ParD is a small, acidic protein from the partitioning system of the plasmid RK2/RP4. The ParD protein exhibits specific DNA binding activity and, as the antidote component of a toxin-antidote plasmid addiction system, ParD forms a tight complex in solution with its toxin antagonist, the ParE protein. Unopposed ParE acts as a toxin that causes growth retardation and killing of plasmid cured cells. ParD negatively autoregulates its expression by binding to an operator sequence in the parDE promoter region. This DNA binding activity is crucial for the regulation of the relative abundance of toxin and antidote which ultimately determines life or death for the bacterial host and its daughter cells.
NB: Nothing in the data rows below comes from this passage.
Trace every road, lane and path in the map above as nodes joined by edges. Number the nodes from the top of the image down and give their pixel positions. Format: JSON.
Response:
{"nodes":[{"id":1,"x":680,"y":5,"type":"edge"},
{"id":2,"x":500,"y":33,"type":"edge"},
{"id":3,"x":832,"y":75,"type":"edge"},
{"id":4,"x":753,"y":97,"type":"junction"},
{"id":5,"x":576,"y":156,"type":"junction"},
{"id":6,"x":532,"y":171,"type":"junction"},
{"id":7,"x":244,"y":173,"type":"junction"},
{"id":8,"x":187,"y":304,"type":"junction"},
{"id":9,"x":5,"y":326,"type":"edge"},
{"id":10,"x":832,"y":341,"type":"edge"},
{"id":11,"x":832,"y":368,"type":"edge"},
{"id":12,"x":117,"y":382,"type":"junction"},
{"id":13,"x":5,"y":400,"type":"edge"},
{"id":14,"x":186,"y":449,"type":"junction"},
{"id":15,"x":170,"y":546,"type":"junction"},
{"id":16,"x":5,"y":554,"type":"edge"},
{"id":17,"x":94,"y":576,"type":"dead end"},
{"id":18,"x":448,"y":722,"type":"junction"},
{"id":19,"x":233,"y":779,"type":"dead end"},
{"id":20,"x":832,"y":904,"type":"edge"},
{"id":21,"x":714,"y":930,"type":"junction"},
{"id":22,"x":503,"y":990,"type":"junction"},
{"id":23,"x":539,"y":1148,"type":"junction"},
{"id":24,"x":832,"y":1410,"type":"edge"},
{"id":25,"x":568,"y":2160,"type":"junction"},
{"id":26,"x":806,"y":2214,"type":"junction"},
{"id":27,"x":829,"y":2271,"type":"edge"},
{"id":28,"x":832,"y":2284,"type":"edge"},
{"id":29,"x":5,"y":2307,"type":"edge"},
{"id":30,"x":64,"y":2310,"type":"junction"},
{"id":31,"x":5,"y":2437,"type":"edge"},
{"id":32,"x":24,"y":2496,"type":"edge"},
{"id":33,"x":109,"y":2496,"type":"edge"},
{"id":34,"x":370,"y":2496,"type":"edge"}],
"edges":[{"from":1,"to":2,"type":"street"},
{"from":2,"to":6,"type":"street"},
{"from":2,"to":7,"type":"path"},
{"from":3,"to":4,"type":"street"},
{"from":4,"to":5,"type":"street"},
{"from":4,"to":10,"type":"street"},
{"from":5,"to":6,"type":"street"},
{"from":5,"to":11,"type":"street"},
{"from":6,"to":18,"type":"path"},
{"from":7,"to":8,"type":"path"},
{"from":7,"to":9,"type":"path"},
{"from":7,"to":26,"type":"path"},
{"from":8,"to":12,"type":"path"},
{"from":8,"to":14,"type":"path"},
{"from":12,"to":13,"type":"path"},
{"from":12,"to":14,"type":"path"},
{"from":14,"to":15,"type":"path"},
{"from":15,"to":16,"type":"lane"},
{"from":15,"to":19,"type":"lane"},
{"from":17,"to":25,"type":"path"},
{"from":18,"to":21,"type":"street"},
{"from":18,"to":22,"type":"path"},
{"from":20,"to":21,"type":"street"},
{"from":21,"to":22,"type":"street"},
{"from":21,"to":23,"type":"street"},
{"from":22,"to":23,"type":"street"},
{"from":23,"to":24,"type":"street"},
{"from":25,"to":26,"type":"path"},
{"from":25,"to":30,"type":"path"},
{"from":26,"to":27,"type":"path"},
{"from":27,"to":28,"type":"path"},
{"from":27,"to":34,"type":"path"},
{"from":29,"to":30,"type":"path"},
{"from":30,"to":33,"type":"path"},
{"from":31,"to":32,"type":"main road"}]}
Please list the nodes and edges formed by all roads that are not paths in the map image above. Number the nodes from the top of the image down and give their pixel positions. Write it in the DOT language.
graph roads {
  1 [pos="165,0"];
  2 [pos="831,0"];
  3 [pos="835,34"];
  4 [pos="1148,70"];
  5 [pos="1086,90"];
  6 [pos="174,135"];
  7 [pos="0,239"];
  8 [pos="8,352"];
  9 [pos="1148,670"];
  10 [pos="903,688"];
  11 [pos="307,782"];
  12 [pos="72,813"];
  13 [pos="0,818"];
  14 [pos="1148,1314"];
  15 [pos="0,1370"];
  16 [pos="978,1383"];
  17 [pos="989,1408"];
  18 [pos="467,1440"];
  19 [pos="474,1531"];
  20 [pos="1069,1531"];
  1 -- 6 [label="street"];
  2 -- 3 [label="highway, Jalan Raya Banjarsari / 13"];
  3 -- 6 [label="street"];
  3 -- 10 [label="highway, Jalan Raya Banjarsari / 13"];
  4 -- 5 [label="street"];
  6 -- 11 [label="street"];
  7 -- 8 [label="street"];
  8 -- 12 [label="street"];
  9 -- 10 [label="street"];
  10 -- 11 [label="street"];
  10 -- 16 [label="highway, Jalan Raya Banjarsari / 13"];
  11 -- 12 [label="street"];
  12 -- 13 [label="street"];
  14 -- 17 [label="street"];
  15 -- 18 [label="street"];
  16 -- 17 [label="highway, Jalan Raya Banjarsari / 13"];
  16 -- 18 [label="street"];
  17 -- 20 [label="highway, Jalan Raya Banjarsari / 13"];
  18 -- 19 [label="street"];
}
In light scattering studies and gel filtration chromatography we observed the existence of a stable dimer of ParD in solution. The stoichiometry of ParD-DNA complex formation appeared to be 4:1, the molecular mass of the complex was 72.1 kDa. The alpha-helical content of ParD as determined by CD-spectrometry was 35%. The protein exhibited high thermostability with a T(M) of 64 degrees C and deltaH of 25 kcal/mol as shown by differential scanning calorimetry. Upon complex formation the T(M) increased by 10 degrees C. The thermal unfolding of the ParD protein was highly reversible as observed in repeated DSC scans of the same sample. The recovery of the native fold was proven by CD-spectroscopy.